■ ENTRIES SUPPLIED:
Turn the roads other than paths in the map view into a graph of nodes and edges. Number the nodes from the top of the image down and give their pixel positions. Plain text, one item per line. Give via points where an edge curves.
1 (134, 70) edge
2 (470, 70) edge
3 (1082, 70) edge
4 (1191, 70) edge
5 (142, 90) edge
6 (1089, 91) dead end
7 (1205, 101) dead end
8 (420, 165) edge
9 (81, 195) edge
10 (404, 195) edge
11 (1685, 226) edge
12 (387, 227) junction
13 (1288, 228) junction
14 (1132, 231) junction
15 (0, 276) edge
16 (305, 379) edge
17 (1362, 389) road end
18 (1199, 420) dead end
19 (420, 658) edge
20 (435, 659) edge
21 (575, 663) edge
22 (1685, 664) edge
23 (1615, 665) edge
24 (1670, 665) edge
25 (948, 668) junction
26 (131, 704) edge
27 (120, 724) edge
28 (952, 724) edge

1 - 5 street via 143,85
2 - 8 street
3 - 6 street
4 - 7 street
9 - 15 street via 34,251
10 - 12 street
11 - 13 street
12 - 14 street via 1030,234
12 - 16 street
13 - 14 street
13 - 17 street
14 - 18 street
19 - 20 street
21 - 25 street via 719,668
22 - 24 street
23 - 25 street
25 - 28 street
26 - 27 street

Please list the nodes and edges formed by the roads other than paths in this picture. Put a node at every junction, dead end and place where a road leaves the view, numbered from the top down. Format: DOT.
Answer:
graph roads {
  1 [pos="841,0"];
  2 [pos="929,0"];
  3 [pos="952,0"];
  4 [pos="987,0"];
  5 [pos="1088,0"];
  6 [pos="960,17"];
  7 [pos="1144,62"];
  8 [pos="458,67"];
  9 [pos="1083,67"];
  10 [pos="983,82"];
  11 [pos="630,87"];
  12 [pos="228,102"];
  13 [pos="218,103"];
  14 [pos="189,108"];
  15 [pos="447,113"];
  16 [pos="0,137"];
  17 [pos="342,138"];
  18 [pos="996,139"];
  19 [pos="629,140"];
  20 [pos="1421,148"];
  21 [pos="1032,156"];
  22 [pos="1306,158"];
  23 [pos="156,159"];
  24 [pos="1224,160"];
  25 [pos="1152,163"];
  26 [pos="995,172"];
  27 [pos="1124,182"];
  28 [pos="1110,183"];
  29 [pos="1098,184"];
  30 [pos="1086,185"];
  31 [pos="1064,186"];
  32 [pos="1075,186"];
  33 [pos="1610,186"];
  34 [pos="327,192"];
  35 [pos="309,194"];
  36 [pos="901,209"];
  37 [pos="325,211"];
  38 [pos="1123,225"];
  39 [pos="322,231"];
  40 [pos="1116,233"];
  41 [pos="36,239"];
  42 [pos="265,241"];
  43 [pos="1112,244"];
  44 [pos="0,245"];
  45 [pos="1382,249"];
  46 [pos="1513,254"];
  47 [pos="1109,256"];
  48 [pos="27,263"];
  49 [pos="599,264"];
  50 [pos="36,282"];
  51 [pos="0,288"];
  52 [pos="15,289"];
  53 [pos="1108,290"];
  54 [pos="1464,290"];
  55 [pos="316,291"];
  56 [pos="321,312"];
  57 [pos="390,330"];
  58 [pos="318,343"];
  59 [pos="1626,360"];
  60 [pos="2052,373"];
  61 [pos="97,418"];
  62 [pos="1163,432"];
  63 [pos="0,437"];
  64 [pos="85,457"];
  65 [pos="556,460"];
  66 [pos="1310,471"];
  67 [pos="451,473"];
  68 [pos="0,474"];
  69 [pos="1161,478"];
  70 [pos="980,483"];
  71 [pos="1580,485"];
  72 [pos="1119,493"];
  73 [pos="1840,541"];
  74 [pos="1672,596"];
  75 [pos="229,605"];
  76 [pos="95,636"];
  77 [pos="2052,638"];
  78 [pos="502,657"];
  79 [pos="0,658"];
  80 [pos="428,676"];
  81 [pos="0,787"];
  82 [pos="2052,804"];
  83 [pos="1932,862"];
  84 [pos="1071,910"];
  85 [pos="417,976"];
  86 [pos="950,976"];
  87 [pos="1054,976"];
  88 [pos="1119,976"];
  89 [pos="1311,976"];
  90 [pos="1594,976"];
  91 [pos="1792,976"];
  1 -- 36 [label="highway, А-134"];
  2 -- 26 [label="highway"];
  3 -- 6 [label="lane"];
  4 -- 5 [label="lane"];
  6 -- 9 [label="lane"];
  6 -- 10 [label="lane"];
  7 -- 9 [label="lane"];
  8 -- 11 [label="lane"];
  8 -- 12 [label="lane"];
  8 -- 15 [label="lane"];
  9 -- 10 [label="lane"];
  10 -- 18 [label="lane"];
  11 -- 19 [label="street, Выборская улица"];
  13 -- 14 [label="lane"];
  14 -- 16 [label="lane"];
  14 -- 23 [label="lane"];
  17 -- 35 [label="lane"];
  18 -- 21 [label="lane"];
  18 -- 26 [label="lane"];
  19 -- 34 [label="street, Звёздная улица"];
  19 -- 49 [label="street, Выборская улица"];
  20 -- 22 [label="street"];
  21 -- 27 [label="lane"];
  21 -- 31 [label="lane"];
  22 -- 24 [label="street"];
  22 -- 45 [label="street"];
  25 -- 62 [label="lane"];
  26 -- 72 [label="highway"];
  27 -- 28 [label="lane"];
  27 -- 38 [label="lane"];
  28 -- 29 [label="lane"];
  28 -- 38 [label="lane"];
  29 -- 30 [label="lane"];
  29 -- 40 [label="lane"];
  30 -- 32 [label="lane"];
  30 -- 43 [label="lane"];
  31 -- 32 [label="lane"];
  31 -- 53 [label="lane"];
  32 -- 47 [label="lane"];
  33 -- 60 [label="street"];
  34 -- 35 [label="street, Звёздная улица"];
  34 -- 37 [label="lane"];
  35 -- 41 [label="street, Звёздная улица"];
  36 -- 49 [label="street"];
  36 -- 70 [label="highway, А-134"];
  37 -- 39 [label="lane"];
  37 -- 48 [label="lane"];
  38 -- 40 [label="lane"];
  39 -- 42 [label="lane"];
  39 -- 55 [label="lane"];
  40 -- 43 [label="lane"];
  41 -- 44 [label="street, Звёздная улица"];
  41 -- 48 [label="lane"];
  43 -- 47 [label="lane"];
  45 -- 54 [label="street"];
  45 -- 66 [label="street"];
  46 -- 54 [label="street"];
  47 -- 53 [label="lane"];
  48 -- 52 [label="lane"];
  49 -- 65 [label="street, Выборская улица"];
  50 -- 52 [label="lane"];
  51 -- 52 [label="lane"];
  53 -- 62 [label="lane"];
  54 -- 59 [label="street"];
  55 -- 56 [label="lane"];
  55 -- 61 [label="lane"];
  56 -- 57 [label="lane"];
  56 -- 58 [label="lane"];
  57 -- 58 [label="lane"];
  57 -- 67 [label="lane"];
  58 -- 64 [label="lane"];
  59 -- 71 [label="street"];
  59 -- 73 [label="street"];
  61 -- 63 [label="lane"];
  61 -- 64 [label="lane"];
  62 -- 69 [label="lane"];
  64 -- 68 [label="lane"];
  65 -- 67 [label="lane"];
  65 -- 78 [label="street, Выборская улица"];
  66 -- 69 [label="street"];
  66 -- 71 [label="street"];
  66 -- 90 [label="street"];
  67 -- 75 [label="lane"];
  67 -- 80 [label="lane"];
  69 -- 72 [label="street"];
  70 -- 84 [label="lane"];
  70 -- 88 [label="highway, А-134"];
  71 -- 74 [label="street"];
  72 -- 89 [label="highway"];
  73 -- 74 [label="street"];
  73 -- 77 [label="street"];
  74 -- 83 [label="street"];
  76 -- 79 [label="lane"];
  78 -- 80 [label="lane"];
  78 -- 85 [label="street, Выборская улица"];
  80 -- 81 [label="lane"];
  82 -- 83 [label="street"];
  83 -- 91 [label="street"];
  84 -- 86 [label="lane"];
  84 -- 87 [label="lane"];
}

■ WORK REQUIRED: Go through the entries above and count the lines containing the word "down"; give only that count.

■ ANSWER BOX: 2